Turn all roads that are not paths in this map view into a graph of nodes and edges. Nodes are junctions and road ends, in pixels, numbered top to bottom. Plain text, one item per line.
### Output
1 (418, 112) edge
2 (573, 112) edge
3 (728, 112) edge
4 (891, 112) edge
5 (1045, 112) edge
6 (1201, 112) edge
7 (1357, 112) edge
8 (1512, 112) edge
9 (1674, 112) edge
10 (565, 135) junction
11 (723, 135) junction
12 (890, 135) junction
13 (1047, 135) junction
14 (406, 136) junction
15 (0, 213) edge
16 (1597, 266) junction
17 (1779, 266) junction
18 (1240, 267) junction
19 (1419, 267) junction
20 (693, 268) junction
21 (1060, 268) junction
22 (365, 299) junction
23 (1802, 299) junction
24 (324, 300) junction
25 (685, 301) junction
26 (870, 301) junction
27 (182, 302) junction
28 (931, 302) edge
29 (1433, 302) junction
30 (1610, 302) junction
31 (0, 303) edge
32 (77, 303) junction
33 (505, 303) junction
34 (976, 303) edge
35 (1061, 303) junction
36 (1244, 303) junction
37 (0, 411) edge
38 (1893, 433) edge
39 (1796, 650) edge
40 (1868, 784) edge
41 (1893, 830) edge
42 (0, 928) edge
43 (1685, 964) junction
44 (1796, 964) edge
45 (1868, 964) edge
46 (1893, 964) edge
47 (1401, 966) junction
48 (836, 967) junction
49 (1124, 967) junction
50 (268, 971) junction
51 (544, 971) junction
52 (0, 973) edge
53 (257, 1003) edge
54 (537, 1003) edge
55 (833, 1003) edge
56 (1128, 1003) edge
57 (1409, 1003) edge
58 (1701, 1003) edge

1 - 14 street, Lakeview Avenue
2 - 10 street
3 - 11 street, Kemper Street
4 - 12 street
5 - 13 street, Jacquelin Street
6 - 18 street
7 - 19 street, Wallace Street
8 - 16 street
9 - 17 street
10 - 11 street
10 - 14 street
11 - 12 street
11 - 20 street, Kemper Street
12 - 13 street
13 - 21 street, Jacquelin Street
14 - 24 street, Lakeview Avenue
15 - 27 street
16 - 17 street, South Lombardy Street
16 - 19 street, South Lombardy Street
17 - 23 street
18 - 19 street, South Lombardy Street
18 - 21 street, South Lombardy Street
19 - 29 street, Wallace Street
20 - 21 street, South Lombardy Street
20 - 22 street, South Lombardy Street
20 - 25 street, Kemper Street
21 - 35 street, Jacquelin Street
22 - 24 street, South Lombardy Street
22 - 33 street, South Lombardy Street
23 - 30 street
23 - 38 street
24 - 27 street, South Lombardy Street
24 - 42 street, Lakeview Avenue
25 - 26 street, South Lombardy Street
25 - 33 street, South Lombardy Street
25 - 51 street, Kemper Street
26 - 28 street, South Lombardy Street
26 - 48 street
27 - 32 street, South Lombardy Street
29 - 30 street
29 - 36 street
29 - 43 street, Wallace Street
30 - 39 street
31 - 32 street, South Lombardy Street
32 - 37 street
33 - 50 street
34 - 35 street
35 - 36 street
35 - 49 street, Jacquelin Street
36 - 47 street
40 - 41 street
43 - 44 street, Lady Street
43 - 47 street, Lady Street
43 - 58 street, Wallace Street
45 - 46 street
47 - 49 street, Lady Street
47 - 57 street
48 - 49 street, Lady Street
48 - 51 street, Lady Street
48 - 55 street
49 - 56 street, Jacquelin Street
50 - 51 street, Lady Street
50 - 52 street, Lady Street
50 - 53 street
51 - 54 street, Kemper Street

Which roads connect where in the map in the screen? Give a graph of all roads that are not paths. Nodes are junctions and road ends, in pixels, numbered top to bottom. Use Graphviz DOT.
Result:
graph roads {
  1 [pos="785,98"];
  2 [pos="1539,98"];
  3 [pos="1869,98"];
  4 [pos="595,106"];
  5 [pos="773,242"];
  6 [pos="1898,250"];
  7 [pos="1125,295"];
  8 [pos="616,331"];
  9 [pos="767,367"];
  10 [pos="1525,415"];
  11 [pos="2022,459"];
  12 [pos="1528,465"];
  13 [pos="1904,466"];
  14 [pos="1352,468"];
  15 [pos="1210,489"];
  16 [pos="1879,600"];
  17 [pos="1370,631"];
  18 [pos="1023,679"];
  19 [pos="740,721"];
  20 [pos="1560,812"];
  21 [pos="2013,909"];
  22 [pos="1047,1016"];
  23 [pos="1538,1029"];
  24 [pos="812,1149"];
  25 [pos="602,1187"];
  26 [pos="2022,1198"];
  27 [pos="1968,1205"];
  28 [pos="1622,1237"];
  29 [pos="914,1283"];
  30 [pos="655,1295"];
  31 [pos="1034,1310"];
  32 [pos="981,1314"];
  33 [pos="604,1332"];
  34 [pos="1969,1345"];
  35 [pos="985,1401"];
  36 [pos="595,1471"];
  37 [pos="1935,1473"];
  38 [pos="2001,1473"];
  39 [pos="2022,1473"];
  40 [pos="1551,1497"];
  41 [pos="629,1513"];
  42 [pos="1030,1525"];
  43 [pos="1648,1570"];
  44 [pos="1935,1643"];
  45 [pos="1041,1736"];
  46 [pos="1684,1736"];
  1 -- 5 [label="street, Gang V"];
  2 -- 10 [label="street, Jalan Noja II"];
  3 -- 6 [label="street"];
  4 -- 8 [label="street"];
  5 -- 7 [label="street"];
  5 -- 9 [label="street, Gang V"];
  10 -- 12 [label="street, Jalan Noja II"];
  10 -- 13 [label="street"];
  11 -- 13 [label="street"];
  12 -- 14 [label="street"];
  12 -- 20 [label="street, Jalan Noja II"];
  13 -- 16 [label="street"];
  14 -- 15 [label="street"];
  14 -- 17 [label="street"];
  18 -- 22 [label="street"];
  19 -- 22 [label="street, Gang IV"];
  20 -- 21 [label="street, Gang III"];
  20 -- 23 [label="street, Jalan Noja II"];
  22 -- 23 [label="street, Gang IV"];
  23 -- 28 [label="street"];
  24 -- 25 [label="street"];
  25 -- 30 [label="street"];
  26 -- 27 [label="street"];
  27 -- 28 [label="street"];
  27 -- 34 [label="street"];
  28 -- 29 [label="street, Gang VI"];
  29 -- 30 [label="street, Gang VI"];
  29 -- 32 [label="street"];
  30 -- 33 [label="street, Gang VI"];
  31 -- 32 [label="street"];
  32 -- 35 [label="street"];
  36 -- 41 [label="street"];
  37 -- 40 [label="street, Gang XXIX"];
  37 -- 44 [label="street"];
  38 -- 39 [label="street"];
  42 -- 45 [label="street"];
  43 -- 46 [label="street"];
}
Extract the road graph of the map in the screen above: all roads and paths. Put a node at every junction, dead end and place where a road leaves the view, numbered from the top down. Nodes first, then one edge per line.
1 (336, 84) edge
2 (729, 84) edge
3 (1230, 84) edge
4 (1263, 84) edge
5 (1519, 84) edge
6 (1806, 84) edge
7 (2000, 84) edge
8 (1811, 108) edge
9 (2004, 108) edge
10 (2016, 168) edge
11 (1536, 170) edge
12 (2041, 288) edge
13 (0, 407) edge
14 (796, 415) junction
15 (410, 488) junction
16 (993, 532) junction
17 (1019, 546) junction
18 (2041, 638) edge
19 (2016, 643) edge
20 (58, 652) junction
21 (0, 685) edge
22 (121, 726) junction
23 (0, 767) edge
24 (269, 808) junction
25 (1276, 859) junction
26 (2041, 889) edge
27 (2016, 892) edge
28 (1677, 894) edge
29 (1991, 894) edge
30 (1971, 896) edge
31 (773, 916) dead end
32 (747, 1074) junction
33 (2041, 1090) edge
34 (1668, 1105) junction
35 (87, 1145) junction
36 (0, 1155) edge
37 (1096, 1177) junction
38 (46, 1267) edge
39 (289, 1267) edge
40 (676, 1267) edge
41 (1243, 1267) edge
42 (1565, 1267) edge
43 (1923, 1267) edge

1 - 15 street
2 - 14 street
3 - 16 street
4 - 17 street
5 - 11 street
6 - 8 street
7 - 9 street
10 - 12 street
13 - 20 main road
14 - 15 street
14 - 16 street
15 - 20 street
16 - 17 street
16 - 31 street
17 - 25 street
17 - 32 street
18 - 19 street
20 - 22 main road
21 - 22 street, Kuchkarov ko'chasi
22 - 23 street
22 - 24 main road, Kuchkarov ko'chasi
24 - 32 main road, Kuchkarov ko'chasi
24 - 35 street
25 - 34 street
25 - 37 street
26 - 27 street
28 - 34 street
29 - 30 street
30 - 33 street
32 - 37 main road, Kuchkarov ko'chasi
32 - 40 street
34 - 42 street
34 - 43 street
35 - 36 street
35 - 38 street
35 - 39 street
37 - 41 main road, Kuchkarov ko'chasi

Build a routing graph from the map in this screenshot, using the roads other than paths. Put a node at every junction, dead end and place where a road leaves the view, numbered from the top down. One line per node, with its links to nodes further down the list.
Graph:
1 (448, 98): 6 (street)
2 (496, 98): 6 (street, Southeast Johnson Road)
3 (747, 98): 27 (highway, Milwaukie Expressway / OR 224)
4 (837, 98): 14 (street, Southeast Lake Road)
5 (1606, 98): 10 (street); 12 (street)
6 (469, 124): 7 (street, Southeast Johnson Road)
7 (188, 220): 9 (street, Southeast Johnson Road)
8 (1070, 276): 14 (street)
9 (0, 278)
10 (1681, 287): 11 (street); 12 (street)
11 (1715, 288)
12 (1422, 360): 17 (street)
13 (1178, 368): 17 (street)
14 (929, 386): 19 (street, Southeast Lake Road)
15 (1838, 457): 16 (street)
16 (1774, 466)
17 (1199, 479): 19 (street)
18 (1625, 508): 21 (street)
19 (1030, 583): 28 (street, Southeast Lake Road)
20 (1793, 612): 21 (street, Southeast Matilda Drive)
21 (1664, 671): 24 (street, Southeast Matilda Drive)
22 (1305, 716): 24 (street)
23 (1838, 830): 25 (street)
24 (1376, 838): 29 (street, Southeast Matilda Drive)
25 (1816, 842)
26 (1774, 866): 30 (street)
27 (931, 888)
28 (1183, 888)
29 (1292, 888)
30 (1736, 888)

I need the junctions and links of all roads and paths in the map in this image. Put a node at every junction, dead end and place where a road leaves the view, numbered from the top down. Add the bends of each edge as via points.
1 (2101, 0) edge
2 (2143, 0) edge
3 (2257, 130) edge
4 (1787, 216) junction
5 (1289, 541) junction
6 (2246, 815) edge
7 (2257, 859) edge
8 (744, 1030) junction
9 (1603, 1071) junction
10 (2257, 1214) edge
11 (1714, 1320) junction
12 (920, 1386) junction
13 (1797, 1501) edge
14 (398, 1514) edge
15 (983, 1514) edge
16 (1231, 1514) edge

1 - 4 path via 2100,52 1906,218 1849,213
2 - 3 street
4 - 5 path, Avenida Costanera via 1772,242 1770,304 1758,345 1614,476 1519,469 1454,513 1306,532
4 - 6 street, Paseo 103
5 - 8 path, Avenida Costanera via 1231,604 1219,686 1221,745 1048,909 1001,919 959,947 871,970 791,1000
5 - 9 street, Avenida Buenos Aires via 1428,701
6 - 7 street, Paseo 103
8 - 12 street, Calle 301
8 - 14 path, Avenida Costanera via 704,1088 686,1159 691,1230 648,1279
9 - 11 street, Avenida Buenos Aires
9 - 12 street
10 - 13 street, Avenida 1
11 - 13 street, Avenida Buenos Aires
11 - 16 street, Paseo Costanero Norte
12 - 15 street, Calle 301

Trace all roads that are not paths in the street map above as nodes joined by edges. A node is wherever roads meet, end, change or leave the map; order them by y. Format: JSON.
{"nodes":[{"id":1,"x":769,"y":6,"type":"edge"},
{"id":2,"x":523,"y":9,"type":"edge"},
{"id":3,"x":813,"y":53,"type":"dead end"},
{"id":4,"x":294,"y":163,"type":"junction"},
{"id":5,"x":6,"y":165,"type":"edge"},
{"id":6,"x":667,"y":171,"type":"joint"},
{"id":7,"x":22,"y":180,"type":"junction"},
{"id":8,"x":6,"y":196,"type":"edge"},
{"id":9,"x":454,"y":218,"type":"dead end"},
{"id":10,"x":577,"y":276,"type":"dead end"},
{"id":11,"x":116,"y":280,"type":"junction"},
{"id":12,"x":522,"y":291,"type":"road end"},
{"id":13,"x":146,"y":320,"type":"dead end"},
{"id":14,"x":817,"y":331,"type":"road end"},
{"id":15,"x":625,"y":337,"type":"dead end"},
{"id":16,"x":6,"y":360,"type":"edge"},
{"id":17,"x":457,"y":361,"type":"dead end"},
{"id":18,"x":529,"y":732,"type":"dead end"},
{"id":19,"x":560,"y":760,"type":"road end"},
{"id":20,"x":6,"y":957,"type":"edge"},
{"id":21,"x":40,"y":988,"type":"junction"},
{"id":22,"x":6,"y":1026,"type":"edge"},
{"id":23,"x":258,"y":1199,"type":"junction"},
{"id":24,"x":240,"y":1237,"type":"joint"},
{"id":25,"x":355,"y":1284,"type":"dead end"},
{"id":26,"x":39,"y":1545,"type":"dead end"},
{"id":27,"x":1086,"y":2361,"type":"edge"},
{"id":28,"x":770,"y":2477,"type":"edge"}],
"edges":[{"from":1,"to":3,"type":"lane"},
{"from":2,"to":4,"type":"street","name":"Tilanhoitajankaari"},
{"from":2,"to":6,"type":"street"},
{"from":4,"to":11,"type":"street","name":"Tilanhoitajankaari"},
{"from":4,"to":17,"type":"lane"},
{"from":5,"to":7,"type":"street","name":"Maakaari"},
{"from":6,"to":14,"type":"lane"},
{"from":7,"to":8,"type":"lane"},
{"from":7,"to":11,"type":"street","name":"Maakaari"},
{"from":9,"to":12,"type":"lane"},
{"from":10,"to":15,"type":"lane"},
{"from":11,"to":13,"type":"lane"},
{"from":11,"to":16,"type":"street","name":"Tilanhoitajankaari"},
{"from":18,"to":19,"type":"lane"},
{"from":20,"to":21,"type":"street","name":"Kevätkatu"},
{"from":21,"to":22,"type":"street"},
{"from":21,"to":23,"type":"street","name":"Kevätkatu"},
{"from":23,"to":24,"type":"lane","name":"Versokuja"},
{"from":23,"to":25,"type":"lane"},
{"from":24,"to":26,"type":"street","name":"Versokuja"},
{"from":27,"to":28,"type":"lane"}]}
⁂
● Your instructions:
All that belongs in the answer is the run of lines above from the line containing "Extract the road" through the line containing "Build a routing", exactly as written.

● Your solution:
Extract the road graph of the map in the screen above: all roads and paths. Put a node at every junction, dead end and place where a road leaves the view, numbered from the top down. Nodes first, then one edge per line.
1 (336, 84) edge
2 (729, 84) edge
3 (1230, 84) edge
4 (1263, 84) edge
5 (1519, 84) edge
6 (1806, 84) edge
7 (2000, 84) edge
8 (1811, 108) edge
9 (2004, 108) edge
10 (2016, 168) edge
11 (1536, 170) edge
12 (2041, 288) edge
13 (0, 407) edge
14 (796, 415) junction
15 (410, 488) junction
16 (993, 532) junction
17 (1019, 546) junction
18 (2041, 638) edge
19 (2016, 643) edge
20 (58, 652) junction
21 (0, 685) edge
22 (121, 726) junction
23 (0, 767) edge
24 (269, 808) junction
25 (1276, 859) junction
26 (2041, 889) edge
27 (2016, 892) edge
28 (1677, 894) edge
29 (1991, 894) edge
30 (1971, 896) edge
31 (773, 916) dead end
32 (747, 1074) junction
33 (2041, 1090) edge
34 (1668, 1105) junction
35 (87, 1145) junction
36 (0, 1155) edge
37 (1096, 1177) junction
38 (46, 1267) edge
39 (289, 1267) edge
40 (676, 1267) edge
41 (1243, 1267) edge
42 (1565, 1267) edge
43 (1923, 1267) edge

1 - 15 street
2 - 14 street
3 - 16 street
4 - 17 street
5 - 11 street
6 - 8 street
7 - 9 street
10 - 12 street
13 - 20 main road
14 - 15 street
14 - 16 street
15 - 20 street
16 - 17 street
16 - 31 street
17 - 25 street
17 - 32 street
18 - 19 street
20 - 22 main road
21 - 22 street, Kuchkarov ko'chasi
22 - 23 street
22 - 24 main road, Kuchkarov ko'chasi
24 - 32 main road, Kuchkarov ko'chasi
24 - 35 street
25 - 34 street
25 - 37 street
26 - 27 street
28 - 34 street
29 - 30 street
30 - 33 street
32 - 37 main road, Kuchkarov ko'chasi
32 - 40 street
34 - 42 street
34 - 43 street
35 - 36 street
35 - 38 street
35 - 39 street
37 - 41 main road, Kuchkarov ko'chasi

Build a routing graph from the map in this screenshot, using the roads other than paths. Put a node at every junction, dead end and place where a road leaves the view, numbered from the top down. One line per node, with its links to nodes further down the list.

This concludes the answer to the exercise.